▶ _Try it_
Reproduce the listing below word for word and exclude any picture.

▶ _Entries shown_

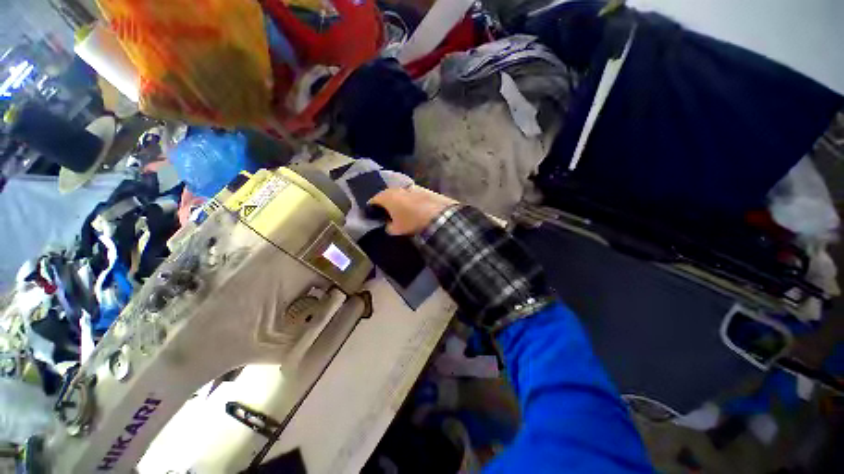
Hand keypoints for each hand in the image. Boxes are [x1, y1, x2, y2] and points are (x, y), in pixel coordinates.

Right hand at [368, 186, 457, 235]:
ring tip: (400, 211)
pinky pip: (411, 195)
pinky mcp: (423, 189)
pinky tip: (413, 208)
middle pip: (386, 195)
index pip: (372, 200)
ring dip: (398, 201)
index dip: (371, 208)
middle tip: (386, 213)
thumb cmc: (412, 222)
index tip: (372, 215)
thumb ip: (388, 227)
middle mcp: (396, 189)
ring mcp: (410, 187)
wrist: (438, 215)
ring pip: (399, 194)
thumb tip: (388, 225)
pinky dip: (409, 200)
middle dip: (385, 204)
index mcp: (386, 197)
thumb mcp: (396, 230)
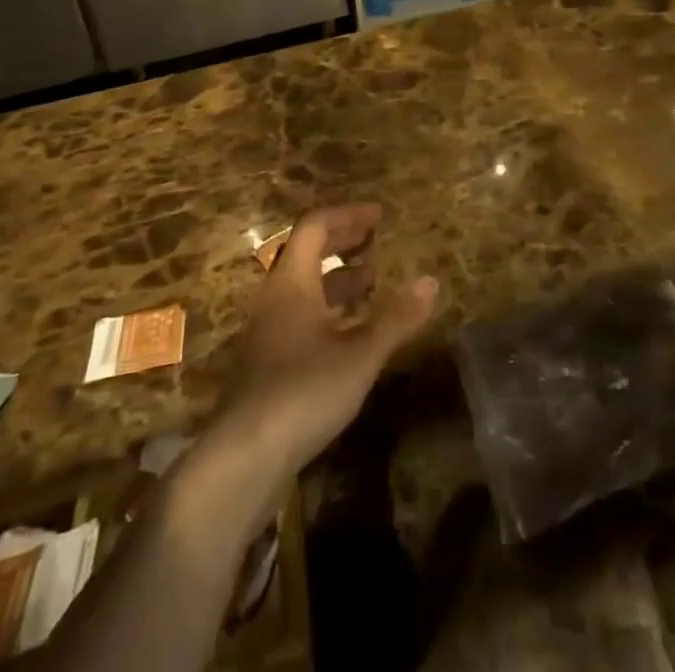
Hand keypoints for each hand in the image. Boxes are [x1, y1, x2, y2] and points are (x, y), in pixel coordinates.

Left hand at [214, 205, 437, 481]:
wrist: (243, 459)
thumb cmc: (304, 390)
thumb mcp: (360, 354)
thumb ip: (396, 317)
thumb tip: (431, 281)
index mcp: (292, 281)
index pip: (315, 226)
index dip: (348, 216)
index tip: (379, 215)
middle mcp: (275, 298)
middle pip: (307, 252)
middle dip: (343, 241)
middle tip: (376, 240)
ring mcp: (268, 331)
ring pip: (304, 287)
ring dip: (338, 277)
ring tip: (372, 282)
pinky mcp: (268, 362)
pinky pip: (301, 316)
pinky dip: (329, 309)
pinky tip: (353, 331)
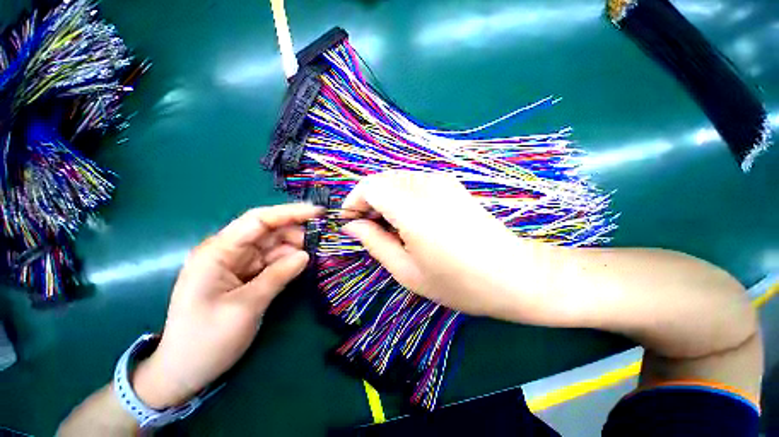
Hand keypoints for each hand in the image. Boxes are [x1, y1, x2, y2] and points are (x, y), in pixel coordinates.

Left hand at [131, 204, 322, 408]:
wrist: (184, 371)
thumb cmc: (206, 340)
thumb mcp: (246, 307)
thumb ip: (278, 276)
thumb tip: (306, 255)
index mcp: (218, 252)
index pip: (258, 220)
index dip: (290, 212)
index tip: (318, 212)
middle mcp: (227, 251)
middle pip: (268, 230)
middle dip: (296, 231)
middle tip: (322, 238)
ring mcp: (236, 264)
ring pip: (272, 245)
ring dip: (295, 246)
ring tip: (317, 251)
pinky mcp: (245, 275)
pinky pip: (271, 261)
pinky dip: (288, 260)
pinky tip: (303, 263)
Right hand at [341, 171, 557, 320]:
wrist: (513, 275)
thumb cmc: (458, 282)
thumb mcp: (406, 270)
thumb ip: (374, 242)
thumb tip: (351, 226)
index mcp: (413, 208)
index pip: (369, 186)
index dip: (354, 202)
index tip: (352, 223)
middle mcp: (427, 185)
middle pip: (381, 180)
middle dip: (368, 201)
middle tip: (369, 229)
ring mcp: (442, 181)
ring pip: (396, 180)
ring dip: (384, 199)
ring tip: (390, 228)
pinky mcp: (451, 184)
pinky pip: (414, 182)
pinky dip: (401, 197)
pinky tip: (410, 219)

▶ _Your response_
Hand keypoints for each hand in the image. Boxes are [x1, y1, x2, y2] and points are (x, y), in pixel coordinates.

Right hand at [368, 186, 457, 235]:
ring tip: (400, 211)
pinky pip: (411, 195)
pinky mcp: (423, 189)
pinky tip: (413, 208)
middle pip: (386, 195)
index pip: (372, 200)
ring dip: (398, 201)
index dip: (371, 208)
middle tip: (386, 213)
thumb cmc: (412, 222)
index tip: (372, 215)
thumb ip: (388, 227)
middle mcp: (396, 189)
ring mcp: (410, 187)
wrist: (438, 215)
ring pip: (399, 194)
thumb tip: (388, 225)
pinky dip: (409, 200)
middle dip: (385, 204)
index mcp: (386, 197)
thumb mcp: (396, 230)
Hand keypoints for each hand in the image. Boxes are [x1, y1, x2, y2] and points are (x, y), in pixel coordinates.

Left hand at [214, 205, 437, 481]:
wrist: (243, 459)
thumb cmc: (304, 390)
thumb mcp: (360, 354)
thumb ip: (396, 317)
thumb tip: (431, 281)
index mcp: (292, 281)
index pip: (315, 226)
index dip: (348, 216)
index tip: (379, 215)
middle mcp: (275, 298)
middle pip: (307, 252)
middle dip: (343, 241)
middle tip: (376, 240)
ring mcp: (268, 331)
ring pip: (304, 287)
ring dip: (338, 277)
ring tip: (372, 282)
pinky mcp: (268, 362)
pinky pip: (301, 316)
pinky dip: (329, 309)
pinky tip: (353, 331)
Hand keypoints for each hand in the image. Boxes are [x1, y1, x2, y2] and points are (x, y), in pixel coordinates.

Left hand at [131, 204, 322, 408]:
wrist: (184, 371)
thumb cmc: (206, 340)
thumb mcp: (246, 307)
thumb ip: (278, 276)
thumb tip: (306, 255)
index mcp: (218, 252)
index pip: (258, 220)
index dip: (290, 212)
index tip: (318, 212)
middle mcp: (227, 251)
middle pip: (268, 230)
middle dip: (296, 231)
middle tip: (322, 238)
ring mcp: (236, 264)
ring pip: (272, 245)
ring dip: (295, 246)
ring tip: (317, 251)
pinky mcp: (245, 275)
pinky pip: (271, 261)
pinky dip: (288, 260)
pinky tip: (303, 263)
Right hand at [341, 171, 557, 320]:
wrist: (513, 275)
thumb cmc: (458, 282)
thumb mcp: (406, 270)
thumb ip: (374, 242)
thumb tip: (351, 226)
index mcp: (413, 208)
index pip: (369, 186)
index dip: (354, 202)
index tip: (352, 223)
middle mcp: (427, 185)
middle pip: (381, 180)
middle dip: (368, 201)
middle tip: (369, 229)
ring mcp: (442, 181)
ring pip: (396, 180)
ring dip: (384, 199)
ring tip: (390, 228)
pinky mcp: (451, 184)
pinky pip: (414, 182)
pinky dip: (401, 197)
pinky tip: (410, 219)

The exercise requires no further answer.